There is no denying that we are a stressed generation. However, the good news is that we can do a lot to lower our stress levels. Apart from using comfort objects such as stuffed animals, you can adopt several other measures to have a holistic solution to your stress.
Lauren Ragland writes for the medical news information site WebMD.com and identifies ways of holistically managing stress:
- Maintain a positive attitude.
- Acknowledge the reality that you're not in control of everything.
- Clearly articulate your feelings, beliefs, and opinions, and avoid bottling things up, as this can lead to anger, being defensive, and passively accepting the treatment you get from others.
- Learn effective time management.
- If an event has the potential to introduce stress in your life, learn to say no politely.
- Create time to enjoy your hobbies and interests.
- Avoid using drugs, alcohol, or compulsive behavior as a way of dealing with your stress. Drugs and alcohol may give you temporary relief, but they stress your body even more in the long run.

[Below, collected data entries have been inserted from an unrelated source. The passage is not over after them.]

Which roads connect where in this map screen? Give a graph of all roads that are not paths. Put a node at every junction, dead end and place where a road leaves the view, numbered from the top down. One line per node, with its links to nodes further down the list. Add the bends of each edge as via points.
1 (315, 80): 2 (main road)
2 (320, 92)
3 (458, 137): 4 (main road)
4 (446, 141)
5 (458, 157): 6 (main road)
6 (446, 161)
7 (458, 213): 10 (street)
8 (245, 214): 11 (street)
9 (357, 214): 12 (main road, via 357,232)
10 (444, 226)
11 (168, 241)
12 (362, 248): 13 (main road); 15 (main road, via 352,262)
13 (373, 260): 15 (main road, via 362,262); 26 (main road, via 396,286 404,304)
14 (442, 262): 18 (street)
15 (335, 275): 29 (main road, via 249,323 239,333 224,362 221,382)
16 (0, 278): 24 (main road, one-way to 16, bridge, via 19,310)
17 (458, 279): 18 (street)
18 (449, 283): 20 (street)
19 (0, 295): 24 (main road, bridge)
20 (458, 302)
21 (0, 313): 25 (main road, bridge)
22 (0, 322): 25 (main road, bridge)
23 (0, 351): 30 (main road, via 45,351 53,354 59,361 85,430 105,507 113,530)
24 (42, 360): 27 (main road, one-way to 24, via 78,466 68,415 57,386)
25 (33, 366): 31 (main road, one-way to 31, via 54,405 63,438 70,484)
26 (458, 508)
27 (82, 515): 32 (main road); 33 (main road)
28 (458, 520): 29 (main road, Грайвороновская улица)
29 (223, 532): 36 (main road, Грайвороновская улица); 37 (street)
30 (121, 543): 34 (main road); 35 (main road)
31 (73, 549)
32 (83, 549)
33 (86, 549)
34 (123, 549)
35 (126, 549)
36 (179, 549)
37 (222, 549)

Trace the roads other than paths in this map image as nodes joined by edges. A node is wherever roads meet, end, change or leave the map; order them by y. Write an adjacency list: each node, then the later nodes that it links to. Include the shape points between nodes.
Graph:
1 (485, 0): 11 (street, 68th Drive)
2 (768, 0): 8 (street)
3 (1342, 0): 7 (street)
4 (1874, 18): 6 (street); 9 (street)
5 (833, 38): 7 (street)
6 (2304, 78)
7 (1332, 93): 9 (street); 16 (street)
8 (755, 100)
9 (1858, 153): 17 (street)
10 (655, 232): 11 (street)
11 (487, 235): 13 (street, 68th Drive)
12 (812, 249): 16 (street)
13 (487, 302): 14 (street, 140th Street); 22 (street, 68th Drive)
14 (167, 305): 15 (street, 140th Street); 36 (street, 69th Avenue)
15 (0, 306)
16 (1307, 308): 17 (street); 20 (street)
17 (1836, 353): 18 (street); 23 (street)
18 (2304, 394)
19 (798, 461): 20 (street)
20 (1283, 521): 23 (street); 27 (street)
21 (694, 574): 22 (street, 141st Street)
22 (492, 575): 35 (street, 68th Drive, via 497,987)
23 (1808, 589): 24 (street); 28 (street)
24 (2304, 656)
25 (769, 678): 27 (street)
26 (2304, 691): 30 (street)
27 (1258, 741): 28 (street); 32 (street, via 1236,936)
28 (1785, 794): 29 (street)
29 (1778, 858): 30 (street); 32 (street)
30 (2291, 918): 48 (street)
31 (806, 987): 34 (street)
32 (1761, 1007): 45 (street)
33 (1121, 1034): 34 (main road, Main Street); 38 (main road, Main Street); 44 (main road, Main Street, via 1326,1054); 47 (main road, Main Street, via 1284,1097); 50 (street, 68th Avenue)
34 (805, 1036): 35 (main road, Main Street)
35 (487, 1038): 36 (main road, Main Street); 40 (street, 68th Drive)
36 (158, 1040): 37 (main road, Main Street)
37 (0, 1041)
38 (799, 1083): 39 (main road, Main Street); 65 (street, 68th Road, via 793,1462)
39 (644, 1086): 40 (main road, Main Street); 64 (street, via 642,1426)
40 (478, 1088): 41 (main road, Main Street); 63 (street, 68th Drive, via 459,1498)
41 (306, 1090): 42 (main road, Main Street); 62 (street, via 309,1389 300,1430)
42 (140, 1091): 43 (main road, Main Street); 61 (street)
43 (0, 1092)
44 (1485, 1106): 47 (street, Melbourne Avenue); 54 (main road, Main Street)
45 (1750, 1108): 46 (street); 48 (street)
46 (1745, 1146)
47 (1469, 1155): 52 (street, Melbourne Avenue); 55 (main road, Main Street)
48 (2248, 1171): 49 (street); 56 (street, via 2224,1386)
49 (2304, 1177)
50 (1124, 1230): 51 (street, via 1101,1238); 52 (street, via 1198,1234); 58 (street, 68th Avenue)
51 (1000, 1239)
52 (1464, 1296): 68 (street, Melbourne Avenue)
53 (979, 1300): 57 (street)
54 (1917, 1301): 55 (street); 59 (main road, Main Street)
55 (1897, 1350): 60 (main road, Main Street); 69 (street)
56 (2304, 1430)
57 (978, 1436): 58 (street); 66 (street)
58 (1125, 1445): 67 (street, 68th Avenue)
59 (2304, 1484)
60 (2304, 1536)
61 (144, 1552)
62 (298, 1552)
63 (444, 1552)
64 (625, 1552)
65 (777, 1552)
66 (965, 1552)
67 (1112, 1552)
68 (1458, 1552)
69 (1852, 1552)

- Enjoy time with friends and family.
- Make time for physical exercise, as this can help you sleep better.
- Eat a balanced diet.
While the measures listed above can effectively help you manage stress daily, the reality is that sometimes you will need professional help. If you have tried following the tips above, but your stress still leads to failure to relax or have pleasure, leads to chronic illness, drug abuse, or other adverse effects, it may be time to talk to your doctor.